Tsai Ing-wen (蔡英文) spoke to a group of foreign residents in Taipei yesterday morning. She first spent some time outlining her vision for Taiwan before taking questions from the floor. Tsai is currently on leave from her position as chair of the Democratic Progressive Party (DPP) as she competes in the party’s primary for the presidential nomination. The primary will be decided by opinion polls conducted in the next few days with the announcement of the result expected on 4 May.
In outlining her vision for Taiwan, Tsai focused mainly on relations with China and economic policy. She had some interesting ideas about Taiwan’s future economic development.
On the issue of jobs Tsai said, “We don’t have enough jobs and enough good jobs. Despite the fact you may be able to find a job, you may not be able to find a job with good pay. So the quality of jobs is important too.” Tsai then discussed how this was related to the structure of the economy. Since the 1990s as Taiwanese businesses and capital moved to China the restructuring of the economy was delayed.
This led to Tsai mentioning the effect of large numbers of Chinese tourists coming to Taiwan. “With the outward movement of industrial production to China we are exporting higher pay, better jobs to China. With the inflow of Chinese tourists we are actually importing lower pay service jobs,” Tsai said.
Tsai presented some of her ideas for creating better jobs in Taiwan. These revolved around promoting R&D industries and locating these in rural areas. She also mentioned encouraging artists to move to rural areas. Tsai also mentioned the importance of agriculture. She said Taiwan needs more professional farmers and that people from the cities need to move to the country to get involved in agriculture. These ideas are laudable but I would like to see some more concrete details of the policies.
After Tsai had talked about her vision for Taiwan there was a question and answer session. Letters from Taiwan has written about his question to Tsai on how she would deal with Beijing’s potential hostility and aggression towards the DPP.
During the question and answer session I asked Tsai, “If you are elected president will you impose a moratorium on the death penalty and will you take measures to permanently abolish the death penalty?”
Tsai replied, “The [abolition of the] death penalty is a global trend, but before you move in that direction you have to make sure your people are prepared. If your people are not prepared you’re creating more obstacles for yourself to move towards that direction.”
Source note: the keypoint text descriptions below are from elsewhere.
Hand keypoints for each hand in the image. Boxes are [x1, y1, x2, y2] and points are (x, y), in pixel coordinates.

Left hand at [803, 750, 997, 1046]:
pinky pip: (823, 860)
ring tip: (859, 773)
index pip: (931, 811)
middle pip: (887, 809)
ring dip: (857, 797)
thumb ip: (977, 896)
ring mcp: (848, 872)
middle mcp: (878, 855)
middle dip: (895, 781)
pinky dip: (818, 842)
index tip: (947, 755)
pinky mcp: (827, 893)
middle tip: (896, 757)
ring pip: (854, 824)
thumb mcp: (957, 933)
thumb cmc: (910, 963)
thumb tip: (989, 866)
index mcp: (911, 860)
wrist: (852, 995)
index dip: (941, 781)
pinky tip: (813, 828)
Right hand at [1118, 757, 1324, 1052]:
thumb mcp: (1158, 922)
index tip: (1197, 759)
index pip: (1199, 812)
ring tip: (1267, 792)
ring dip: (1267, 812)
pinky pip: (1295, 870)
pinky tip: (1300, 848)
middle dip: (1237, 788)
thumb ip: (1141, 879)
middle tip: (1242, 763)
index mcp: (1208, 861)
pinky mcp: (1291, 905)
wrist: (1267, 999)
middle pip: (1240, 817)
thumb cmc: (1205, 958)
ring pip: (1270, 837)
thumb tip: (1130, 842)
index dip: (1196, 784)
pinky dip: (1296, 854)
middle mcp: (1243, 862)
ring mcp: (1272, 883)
“How do you make them prepared for that? You have to give them this sense of security. That is you have a good social system that protects people. And secondly you have a good judicial system which makes right decisions in cases brought to them. And then when people feel comfortable you start to tell them what we need to do in order to move forward to that goal,” she said.
Her reply only focused on the issue of abolition and she didn’t mention whether she had any intention of implementing a moratorium on the death penalty if elected to the presidency. A moratorium is a first step and doesn’t require the legal changes necessary for abolition. Taiwan had a moratorium from December 2005 to April 2010.
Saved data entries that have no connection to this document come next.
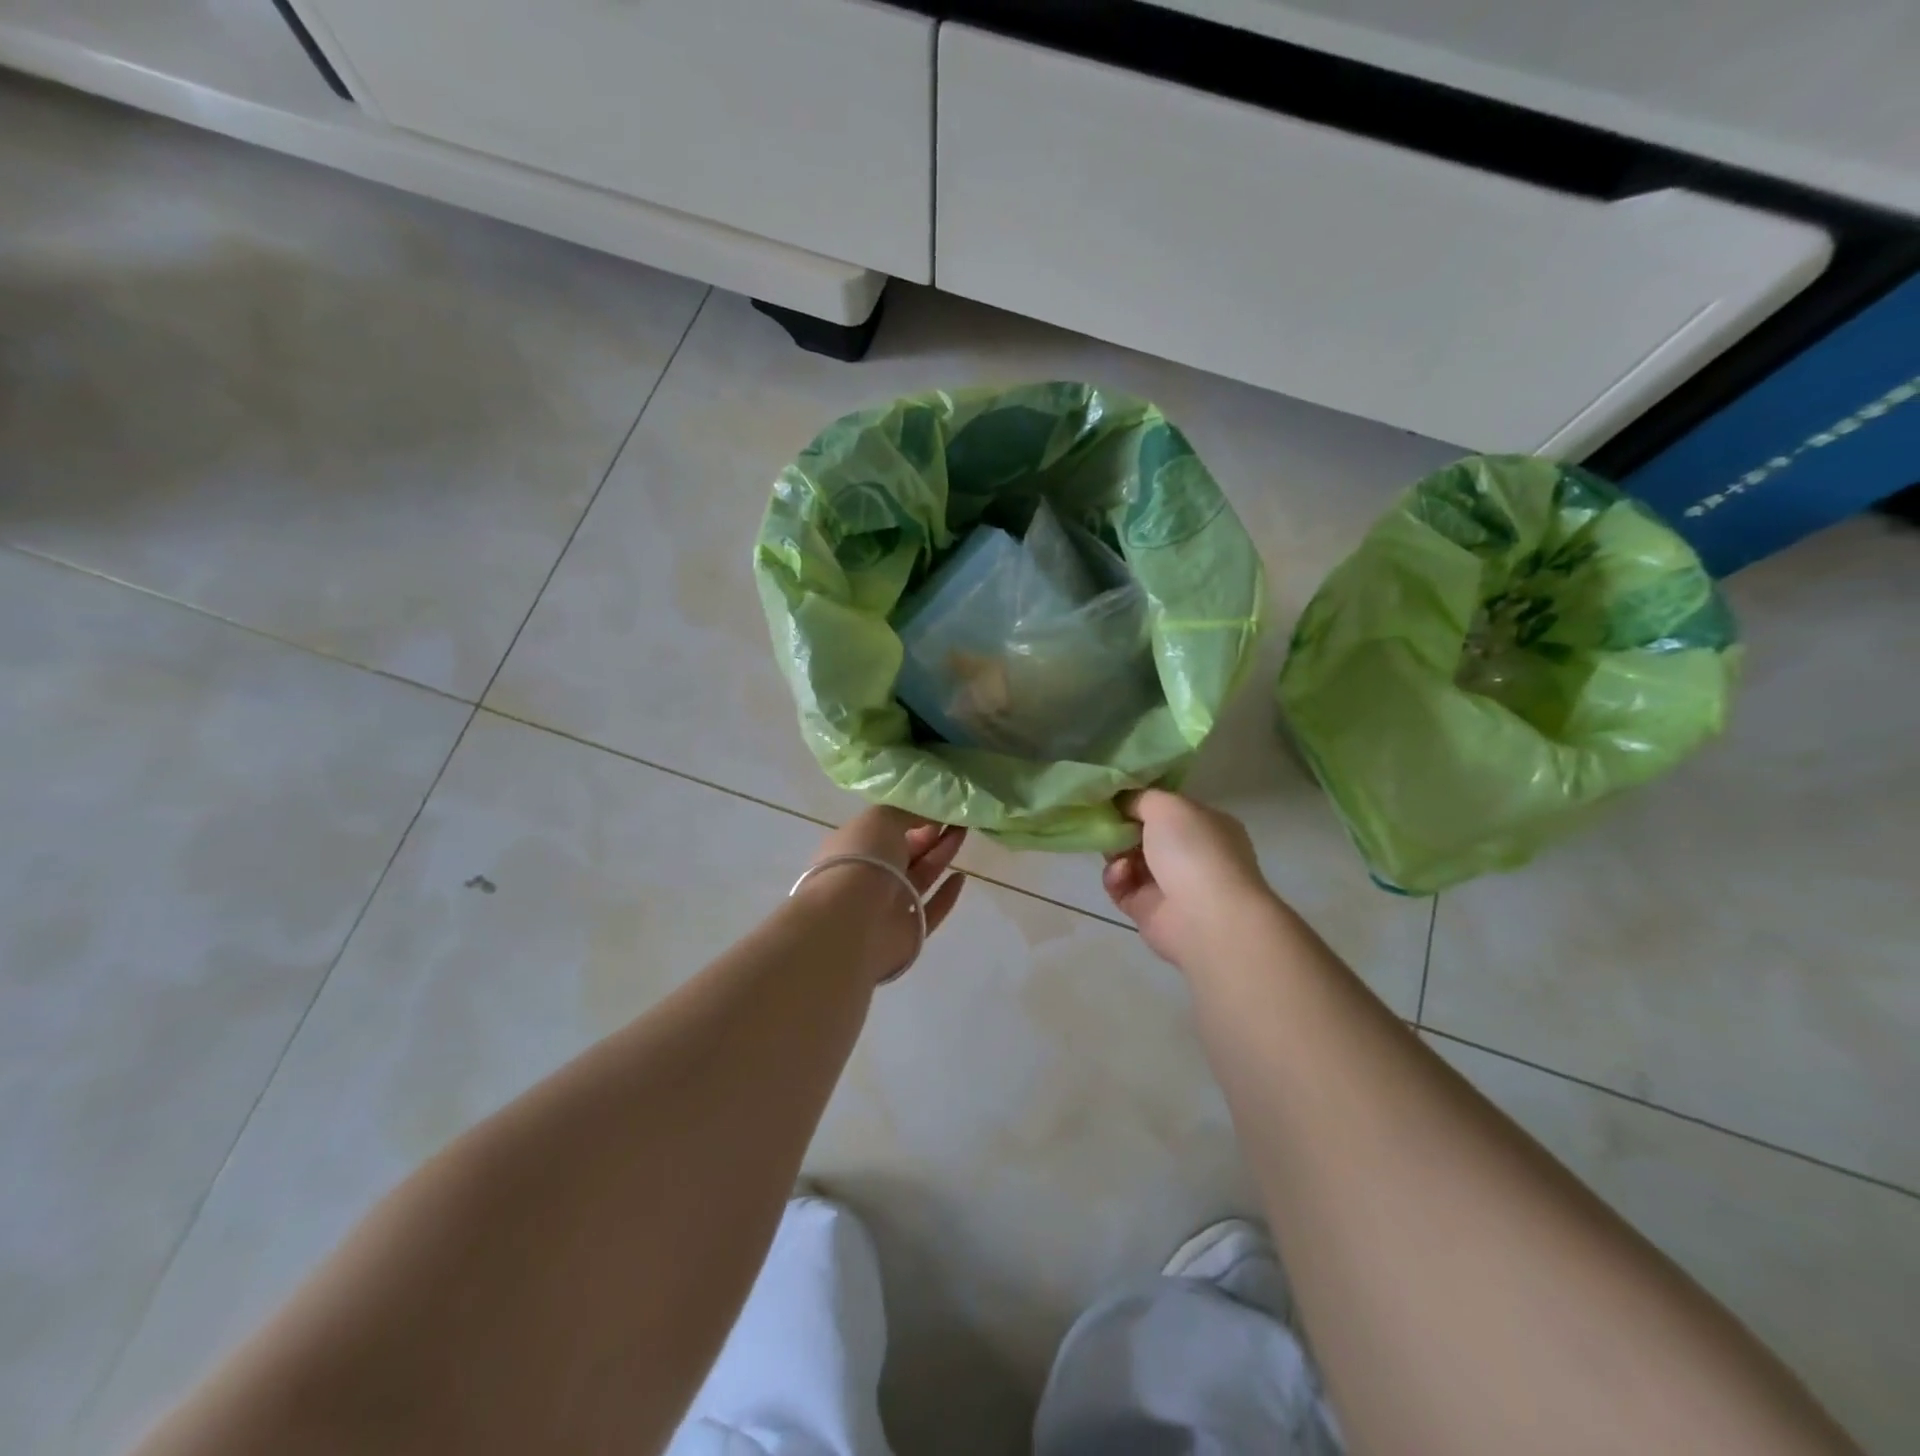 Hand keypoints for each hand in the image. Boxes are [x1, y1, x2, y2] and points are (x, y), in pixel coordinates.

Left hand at [799, 807, 966, 982]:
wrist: (854, 921)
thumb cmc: (862, 859)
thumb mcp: (882, 818)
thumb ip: (908, 811)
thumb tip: (929, 809)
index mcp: (855, 848)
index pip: (885, 829)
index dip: (911, 816)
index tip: (936, 804)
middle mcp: (869, 877)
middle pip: (906, 853)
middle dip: (931, 834)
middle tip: (957, 815)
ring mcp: (888, 908)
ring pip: (920, 877)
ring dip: (942, 854)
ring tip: (964, 832)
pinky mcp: (908, 933)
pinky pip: (931, 911)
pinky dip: (946, 895)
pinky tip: (961, 877)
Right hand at [1102, 790, 1275, 968]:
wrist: (1205, 917)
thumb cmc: (1194, 850)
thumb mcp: (1168, 805)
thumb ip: (1141, 798)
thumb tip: (1124, 802)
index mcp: (1206, 826)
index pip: (1169, 809)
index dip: (1140, 801)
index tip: (1113, 796)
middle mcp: (1191, 854)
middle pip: (1145, 835)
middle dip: (1122, 827)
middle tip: (1104, 821)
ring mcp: (1170, 885)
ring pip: (1129, 860)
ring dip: (1116, 852)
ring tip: (1114, 850)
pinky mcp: (1147, 910)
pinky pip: (1122, 888)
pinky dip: (1116, 878)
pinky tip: (1122, 874)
Unfortunately it seems that in the present political environment politicians from both the DPP or the Chinese Nationalist Party (KMT) are unwilling to take a principled stand on the issue of the death penalty. However, it is only through politicians taking leadership on the issue that abolition will be achieved. I hope Tsai will be more willing to directly confront this issue if she gets elected.
In responding to another question Tsai made some more substantial comments about the importance of judicial reform. “To strengthen the protection of human rights we need to carry out a comprehensive judicial reform here. I was a law professor for a long time. I know this judicial system is not serving as the protector of justice or the protector for the disadvantaged people here. So the judicial system is the most important thing to make sure that your democracy is functioning properly and your human rights are protected,” she said.
The current controversy over appointments to the Grand Council of Justices, the gross miscarriage of justice in the Hsichih Trio case as it goes to another retrail and concerns about politicisation of the judiciary show that this is a vital issue. A professional and independent judiciary is vital for a healthy democracy. Ma Ying-jeou’s KMT government has repeatedly failed to deliver on its promises of judicial reform. Tsai Ing-wen and the DPP deserve a chance to see if they can do better.